To resolve this issue, I opened Network Connections from the Control Center, chose the wifi connection I had previously tried to log into, and click edit. Then selected the IPv4 Settings tab, and changed the Method to Automatic (DHCP) address only. Next in the DNS servers box I enter 8.8.8.8 and clicked save. Followed by issuing sudo systemctl restart NetworkManager.service in the terminal to restart Network Manager. Wifi started working correctly after this.

This has to do with MAC Address Spoofing in NetworkManager 1.4.0

https://blogs.gnome.org/thaller/2016/08/26/mac-address-spoofing-in-networkmanager-1-4-0/

Also see Debian Bug report logs - #835822

https://bugs.debian.org/cgi-bin/bugreport.cgi?bug=835822

Had to repeat all of the above fixes to the system once it was installed.

Along with editing /etc/systemd/resolved.conf and changing #DNS= to DNS=8.8.8.8 followed by rebooting to get the Ethernet wired connection working.

Booting from the live USB and system installation was all preformed on a late 2008 macbook. I have not verified if the same issues would be encountered on any of our other machines at the time of this posting.

Confirmed the same issue with wifi exist on a Dell 3542 laptop as shown in my previous post. In this instance login was possible with out applying a workaround, however I still had to point DNS to 8.8.8.8 before wifi began working normally.

Edit: Confirmed on a HP 2000 laptop as well. Same results as the Dell 3542.

That is odd because for me it was the
sudo nano /etc/NetworkManager/NetworkManager.conf

I did this same step on another box I was upgrading and found that it worked just fine.

Probably because my router has a set dns server on it and forces all connections to use that server. (Maybe?)

Perhaps, must not be a common problem, or we would be seeing more of it in the forums.

I installed xubuntu 17.04 on another partition and had to go through all of the same steps for a fully functioning wifi connection, both from the live usb and after it was installed.
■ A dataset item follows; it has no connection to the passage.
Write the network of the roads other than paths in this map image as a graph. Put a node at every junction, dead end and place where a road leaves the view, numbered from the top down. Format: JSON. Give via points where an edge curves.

Which only confirms what I have already read, this is a ubuntu 17.04 specific condition. However the results vary depending on hardware.

My WiFi 17.04 problem was that no WiFi was detected.
I did the BLank’s fix of adding wifi to NetworkManager,
then Stevens restart of NetworkManager, but it seems the “.service” at the end of his command wasn’t needed, I got a message about .service not being found, at the same time as the advise of wifi networks available.
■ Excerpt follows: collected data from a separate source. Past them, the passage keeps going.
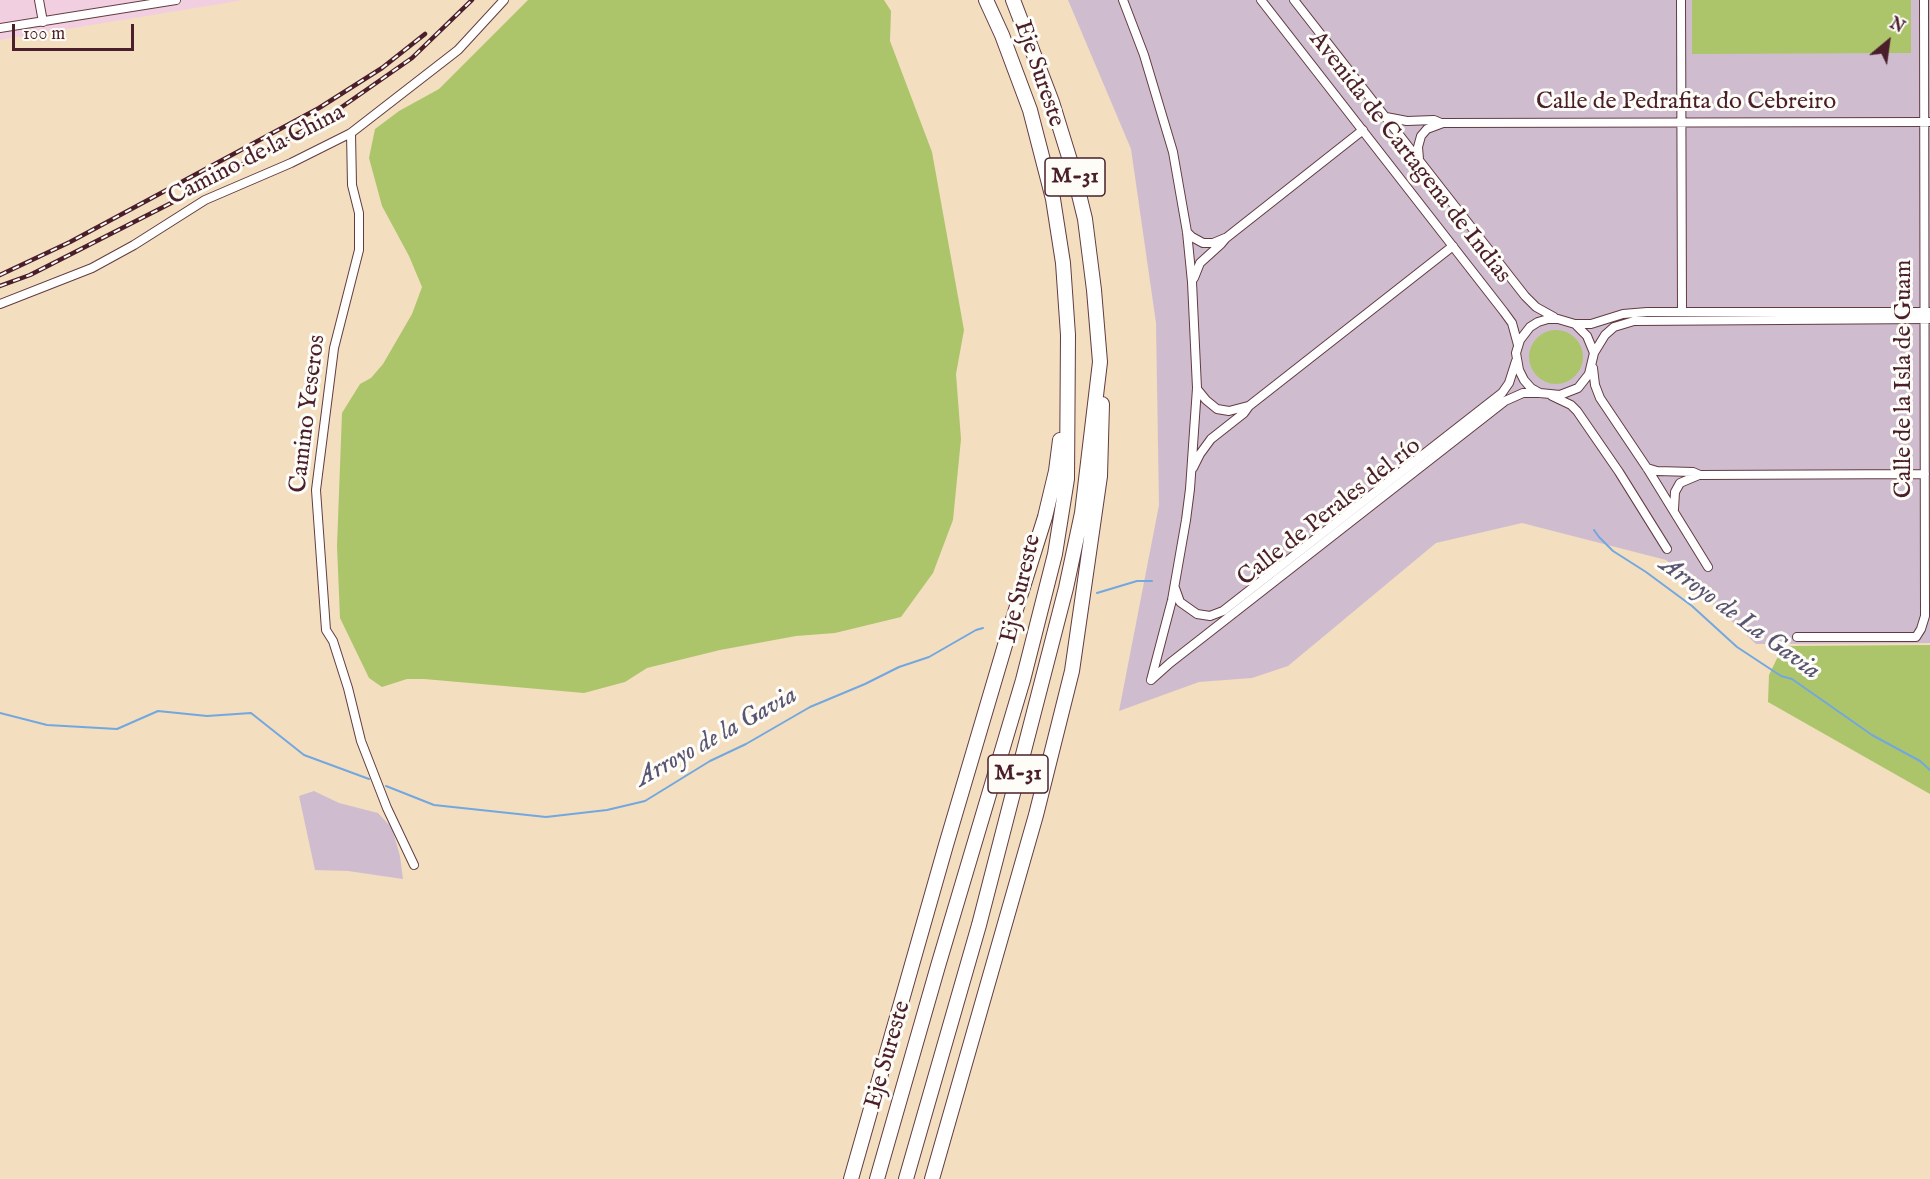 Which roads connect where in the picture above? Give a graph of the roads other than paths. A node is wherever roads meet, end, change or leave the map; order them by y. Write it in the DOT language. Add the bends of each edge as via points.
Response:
graph roads {
  1 [pos="39,0"];
  2 [pos="176,0"];
  3 [pos="504,0"];
  4 [pos="986,0"];
  5 [pos="1014,0"];
  6 [pos="1123,0"];
  7 [pos="1261,0"];
  8 [pos="1294,0"];
  9 [pos="1681,0"];
  10 [pos="1924,0"];
  11 [pos="129,4"];
  12 [pos="43,22"];
  13 [pos="0,28"];
  14 [pos="1386,117"];
  15 [pos="1927,122"];
  16 [pos="1443,123"];
  17 [pos="1681,123"];
  18 [pos="1363,130"];
  19 [pos="351,133"];
  20 [pos="1419,159"];
  21 [pos="1186,232"];
  22 [pos="1226,238"];
  23 [pos="1453,246"];
  24 [pos="1192,282"];
  25 [pos="0,304"];
  26 [pos="1682,312"];
  27 [pos="1927,315"];
  28 [pos="1558,319"];
  29 [pos="1575,324"];
  30 [pos="1518,345"];
  31 [pos="1594,353"];
  32 [pos="1517,359"];
  33 [pos="1100,363"];
  34 [pos="1592,366"];
  35 [pos="1068,370"];
  36 [pos="1197,388"];
  37 [pos="1544,394"];
  38 [pos="1249,406"];
  39 [pos="1647,468"];
  40 [pos="1191,472"];
  41 [pos="1925,474"];
  42 [pos="1700,475"];
  43 [pos="1674,510"];
  44 [pos="1667,549"];
  45 [pos="1708,567"];
  46 [pos="1174,586"];
  47 [pos="1797,636"];
  48 [pos="414,865"];
  49 [pos="851,1179"];
  50 [pos="877,1179"];
  51 [pos="906,1179"];
  52 [pos="932,1179"];
  1 -- 12 [label="street"];
  2 -- 11 [label="street"];
  3 -- 19 [label="street, Camino de la China" via="458,50"];
  4 -- 35 [label="highway, Eje Sureste / M-31" via="1030,110 1053,199 1063,263"];
  5 -- 33 [label="highway, Eje Sureste / M-31" via="1052,102 1085,219"];
  6 -- 21 [label="street" via="1173,152"];
  7 -- 18 [label="street, Avenida de Cartagena de Indias"];
  8 -- 14 [label="street, Avenida de Cartagena de Indias"];
  9 -- 17 [label="street"];
  10 -- 15 [label="street, Calle de la Isla de Guam"];
  11 -- 12 [label="street"];
  12 -- 13 [label="street"];
  14 -- 16 [label="street, Calle de Pedrafita do Cebreiro"];
  14 -- 20 [label="street, Avenida de Cartagena de Indias"];
  15 -- 17 [label="street, Calle de Pedrafita do Cebreiro"];
  15 -- 27 [label="street, Calle de la Isla de Guam"];
  16 -- 17 [label="street, Calle de Pedrafita do Cebreiro"];
  16 -- 20 [label="street" via="1420,136"];
  17 -- 26 [label="street"];
  18 -- 22 [label="street"];
  18 -- 23 [label="street, Avenida de Cartagena de Indias"];
  19 -- 25 [label="street, Camino de la China" via="205,200 92,268"];
  19 -- 48 [label="street, Camino Yeseros" via="359,250 334,348 316,490 326,630 348,688 361,741"];
  20 -- 28 [label="street, Avenida de Cartagena de Indias" via="1525,296"];
  21 -- 22 [label="street" via="1203,243"];
  21 -- 24 [label="street"];
  22 -- 24 [label="street" via="1200,263"];
  23 -- 30 [label="street, Avenida de Cartagena de Indias" via="1508,317"];
  23 -- 38 [label="street"];
  24 -- 36 [label="street"];
  26 -- 27 [label="street"];
  26 -- 29 [label="street" via="1637,312 1591,324"];
  27 -- 31 [label="street" via="1634,321 1614,327"];
  27 -- 41 [label="street, Calle de la Isla de Guam"];
  28 -- 29 [label="street"];
  28 -- 30 [label="street" via="1538,322 1524,333"];
  29 -- 31 [label="street" via="1587,336"];
  30 -- 32 [label="street"];
  31 -- 34 [label="street"];
  32 -- 37 [label="street" via="1524,380"];
  32 -- 46 [label="street, Calle de Perales del río" via="1502,393 1223,611 1210,616 1191,611 1177,596"];
  33 -- 51 [label="highway, Eje Sureste / M-31" via="1082,513 1066,588 979,925"];
  33 -- 52 [label="highway" via="1100,476 1072,670 1036,815"];
  34 -- 37 [label="street" via="1578,388 1560,395"];
  34 -- 39 [label="street" via="1597,392"];
  35 -- 49 [label="highway" via="1056,471 1045,517 952,823"];
  35 -- 50 [label="highway, Eje Sureste / M-31" via="1067,479 1055,554 1023,680"];
  36 -- 38 [label="street" via="1217,409 1229,411"];
  36 -- 40 [label="street"];
  37 -- 44 [label="street" via="1577,411"];
  37 -- 46 [label="street, Calle de Perales del río" via="1517,395 1499,405 1150,680"];
  38 -- 40 [label="street" via="1211,440"];
  39 -- 42 [label="street"];
  39 -- 43 [label="street"];
  40 -- 46 [label="street"];
  41 -- 42 [label="street"];
  41 -- 47 [label="street, Calle de la Isla de Guam" via="1925,616 1916,636"];
  42 -- 43 [label="street" via="1680,483"];
  43 -- 45 [label="street"];
}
I did this on the bootable usb drive, and either it carried it through to the installation or the updates fixed it.

On a Dell Dimension 9150 with a USB WiFi adapter, wifi doesn’t work. It’s fine on 16.10. The modem shows, but won’t connect.
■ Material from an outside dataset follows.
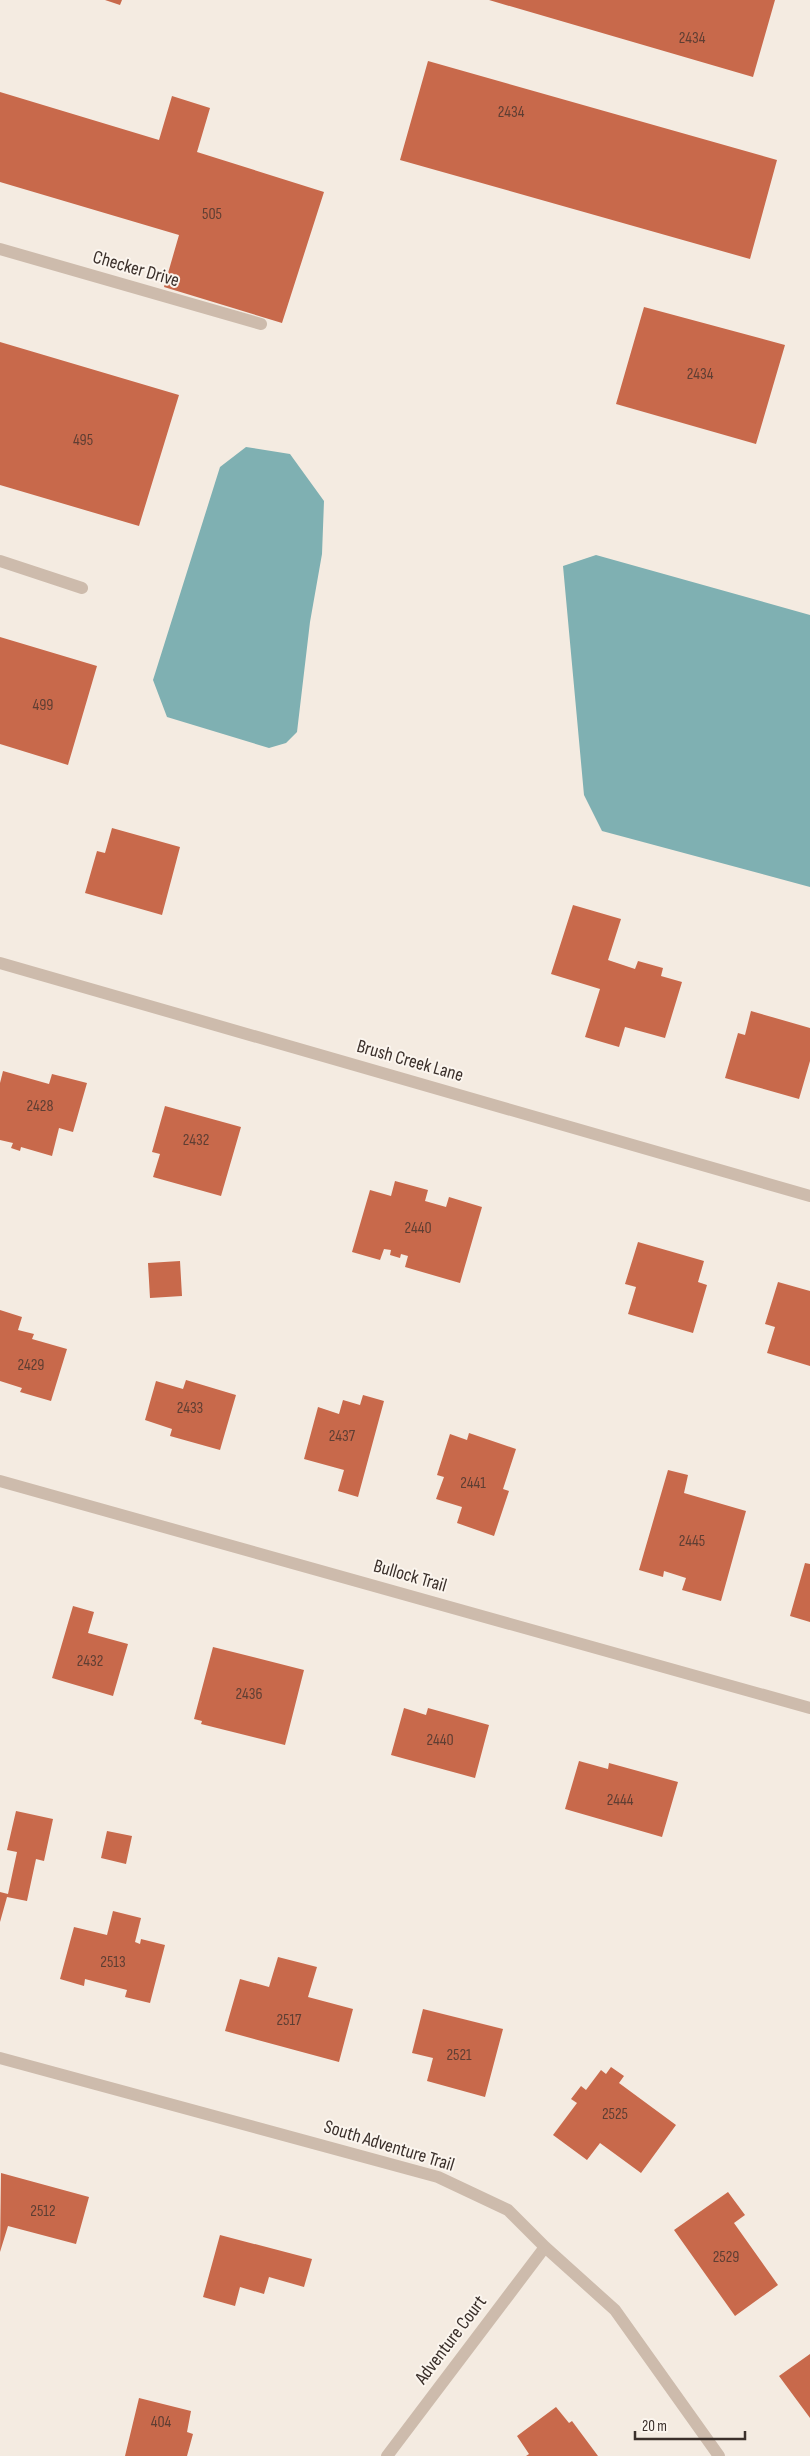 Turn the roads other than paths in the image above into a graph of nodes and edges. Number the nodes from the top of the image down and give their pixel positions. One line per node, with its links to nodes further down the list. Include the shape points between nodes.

I had to do the following before a connection could be made.

sudo nano /etc/NetworkManager/NetworkManager.conf

and add this line to fix wifi issue

[device]wifi.scan-rand-mac-address=no

Plus the other fixes listed above to resolve DNS issues

Did any of these help?

Thanks, but I don’t want to mess about, it doesn’t usually work anyway. I’ll wait until they release a fix and stay on 16.10.

I tried Ubuntu Gnome and Ubuntu Budgie and found the same problem, so I decided I would have to “mess about” after all. It didn’t work, but I found a similar suggestion on launchpad which suggested that it was also necessary to type:
sudo service network-manager restart

I tried that on an Ubuntu Budgie live CD and it worked, so I installed Budgie and repeated both the above, it still works! Budgie hasn’t got the missing window decoration problem I’ve had with Ubuntu MATE either, so I’m sticking with it.